Please copy every record below exactly and leave out the pictures.
Start of DATA SHOWN
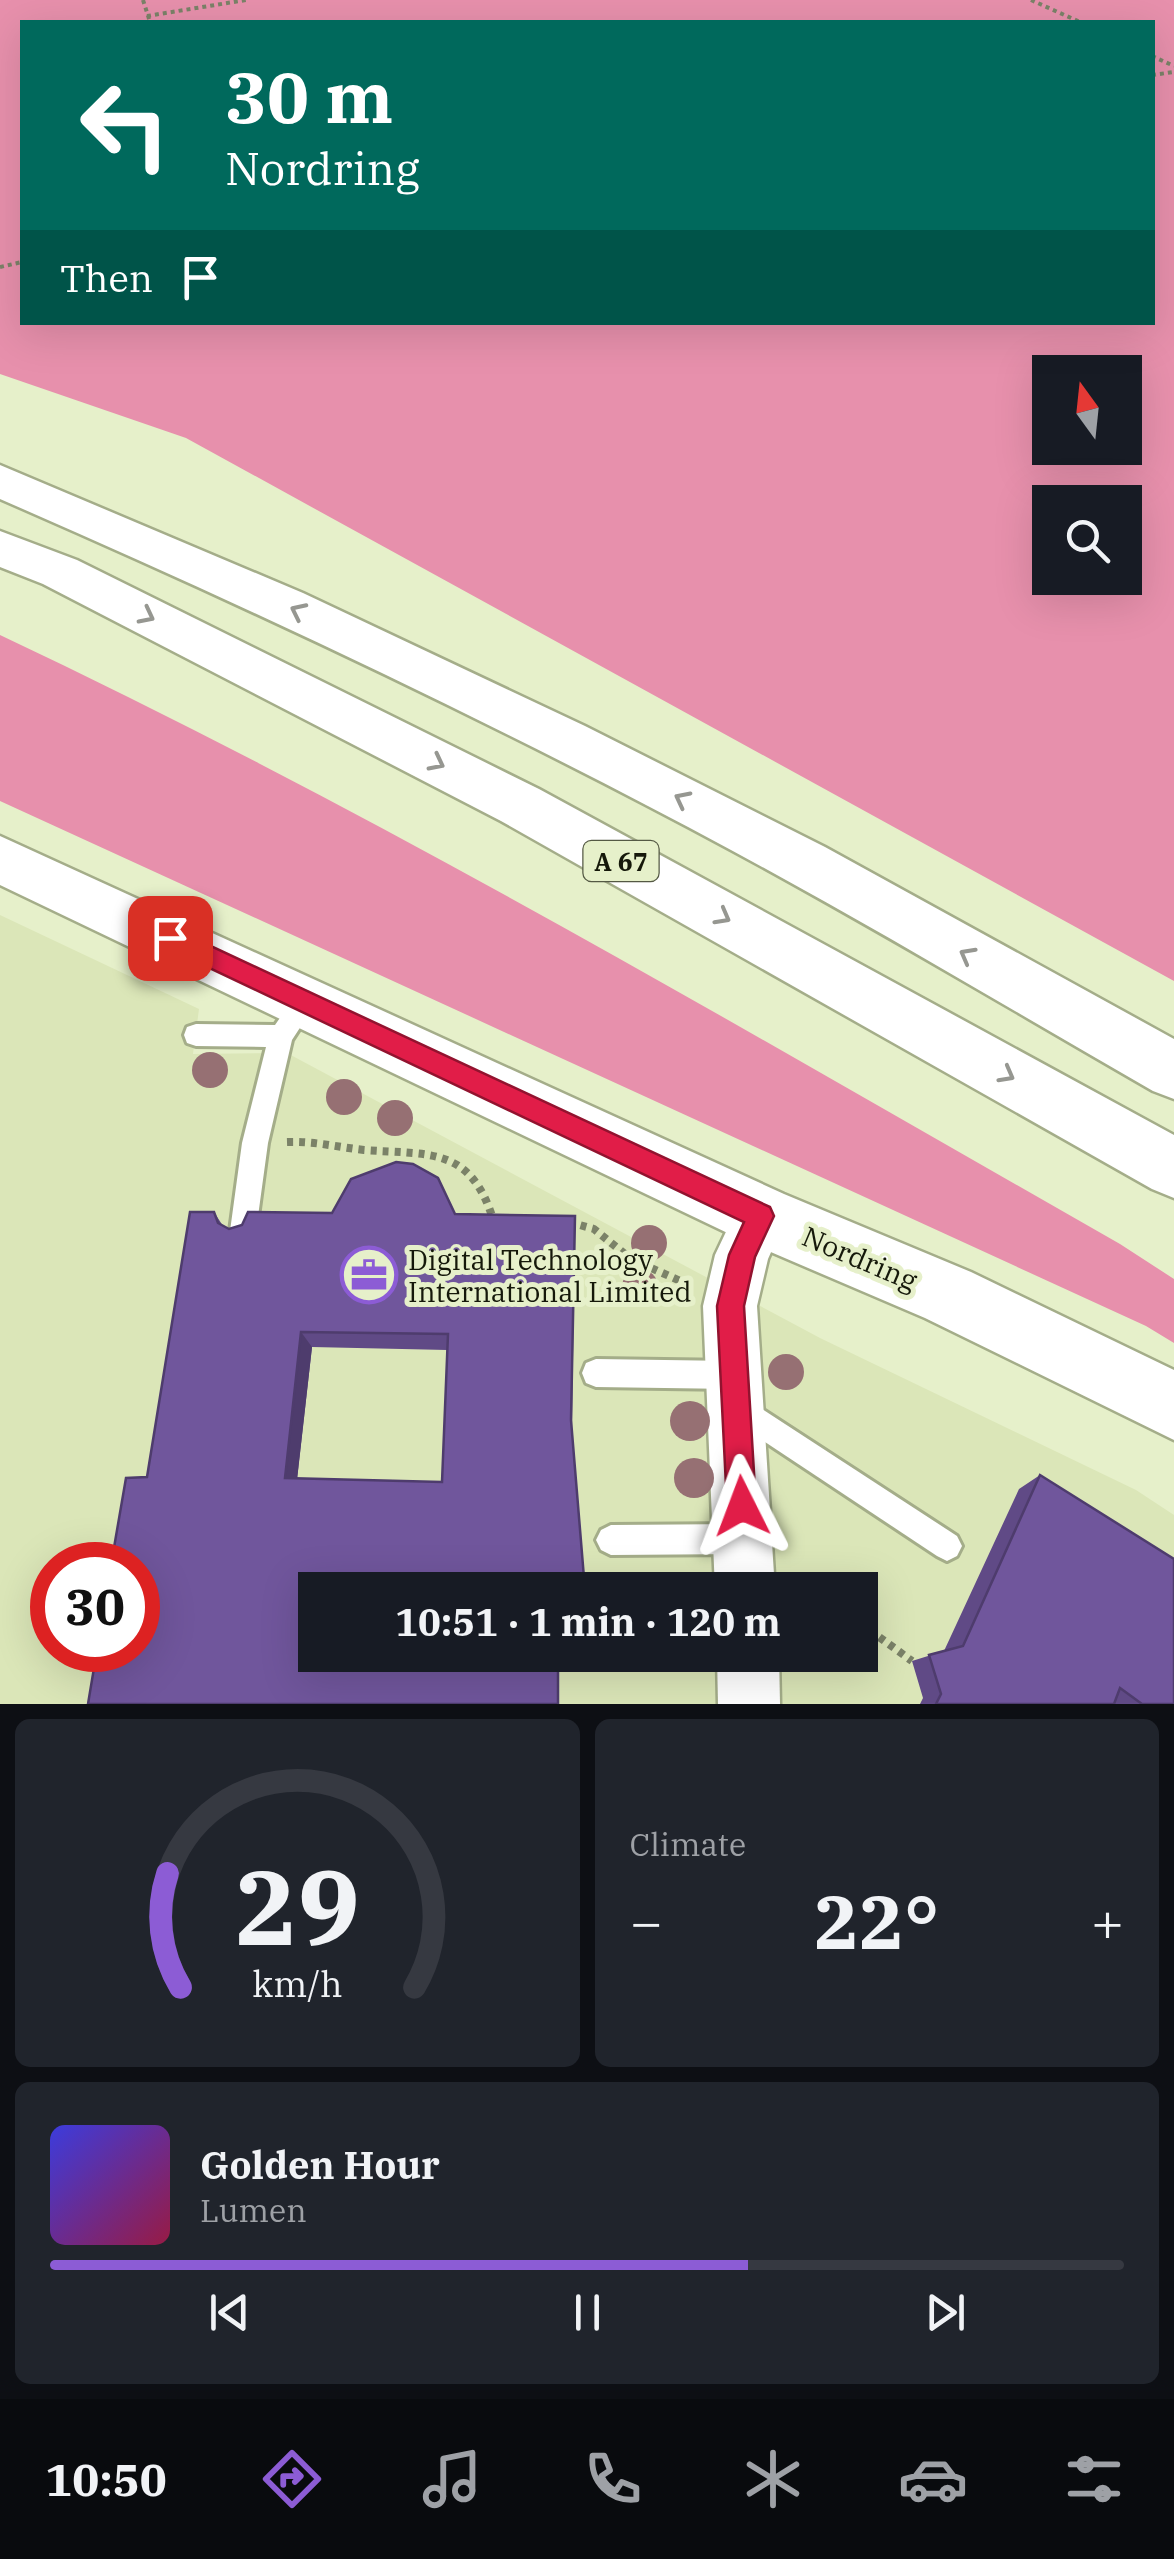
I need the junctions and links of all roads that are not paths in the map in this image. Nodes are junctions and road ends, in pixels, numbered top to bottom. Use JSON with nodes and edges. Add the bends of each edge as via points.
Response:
{"nodes":[{"id":1,"x":0,"y":480,"type":"edge"},
{"id":2,"x":0,"y":551,"type":"edge"},
{"id":3,"x":0,"y":859,"type":"edge"},
{"id":4,"x":293,"y":1018,"type":"junction"},
{"id":5,"x":196,"y":1035,"type":"dead end"},
{"id":6,"x":1174,"y":1071,"type":"edge"},
{"id":7,"x":1174,"y":1168,"type":"edge"},
{"id":8,"x":761,"y":1216,"type":"junction"},
{"id":9,"x":243,"y":1231,"type":"edge"},
{"id":10,"x":596,"y":1373,"type":"dead end"},
{"id":11,"x":736,"y":1391,"type":"junction"},
{"id":12,"x":1174,"y":1406,"type":"edge"},
{"id":13,"x":611,"y":1540,"type":"dead end"},
{"id":14,"x":947,"y":1546,"type":"dead end"},
{"id":15,"x":744,"y":1564,"type":"edge"},
{"id":16,"x":749,"y":1672,"type":"edge"},
{"id":17,"x":750,"y":1704,"type":"edge"}],
"edges":[{"from":6,"to":1,"type":"main road","one_way":true,"via":[[637,776],[216,572]]},
{"from":2,"to":7,"type":"main road","number":"A 67","one_way":true,"via":[[60,572],[520,805]]},
{"from":3,"to":4,"type":"main road","name":"Nordring"},
{"from":4,"to":5,"type":"lane"},
{"from":4,"to":8,"type":"main road","name":"Nordring"},
{"from":4,"to":9,"type":"lane","via":[[256,1143]]},
{"from":8,"to":11,"type":"street","via":[[742,1255],[730,1306]]},
{"from":8,"to":12,"type":"main road","name":"Nordring","via":[[948,1296]]},
{"from":10,"to":11,"type":"lane"},
{"from":11,"to":14,"type":"lane"},
{"from":11,"to":15,"type":"street"},
{"from":13,"to":15,"type":"lane"},
{"from":16,"to":17,"type":"street"}]}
End of DATA SHOWN
* **ANSWER TO THE PROBLEM**
I need the junctions and links of all roads that are not paths in the map in this image. Nodes are junctions and road ends, in pixels, numbered top to bottom. Use JSON with nodes and edges. Add the bends of each edge as via points.
Response:
{"nodes":[{"id":1,"x":0,"y":480,"type":"edge"},
{"id":2,"x":0,"y":551,"type":"edge"},
{"id":3,"x":0,"y":859,"type":"edge"},
{"id":4,"x":293,"y":1018,"type":"junction"},
{"id":5,"x":196,"y":1035,"type":"dead end"},
{"id":6,"x":1174,"y":1071,"type":"edge"},
{"id":7,"x":1174,"y":1168,"type":"edge"},
{"id":8,"x":761,"y":1216,"type":"junction"},
{"id":9,"x":243,"y":1231,"type":"edge"},
{"id":10,"x":596,"y":1373,"type":"dead end"},
{"id":11,"x":736,"y":1391,"type":"junction"},
{"id":12,"x":1174,"y":1406,"type":"edge"},
{"id":13,"x":611,"y":1540,"type":"dead end"},
{"id":14,"x":947,"y":1546,"type":"dead end"},
{"id":15,"x":744,"y":1564,"type":"edge"},
{"id":16,"x":749,"y":1672,"type":"edge"},
{"id":17,"x":750,"y":1704,"type":"edge"}],
"edges":[{"from":6,"to":1,"type":"main road","one_way":true,"via":[[637,776],[216,572]]},
{"from":2,"to":7,"type":"main road","number":"A 67","one_way":true,"via":[[60,572],[520,805]]},
{"from":3,"to":4,"type":"main road","name":"Nordring"},
{"from":4,"to":5,"type":"lane"},
{"from":4,"to":8,"type":"main road","name":"Nordring"},
{"from":4,"to":9,"type":"lane","via":[[256,1143]]},
{"from":8,"to":11,"type":"street","via":[[742,1255],[730,1306]]},
{"from":8,"to":12,"type":"main road","name":"Nordring","via":[[948,1296]]},
{"from":10,"to":11,"type":"lane"},
{"from":11,"to":14,"type":"lane"},
{"from":11,"to":15,"type":"street"},
{"from":13,"to":15,"type":"lane"},
{"from":16,"to":17,"type":"street"}]}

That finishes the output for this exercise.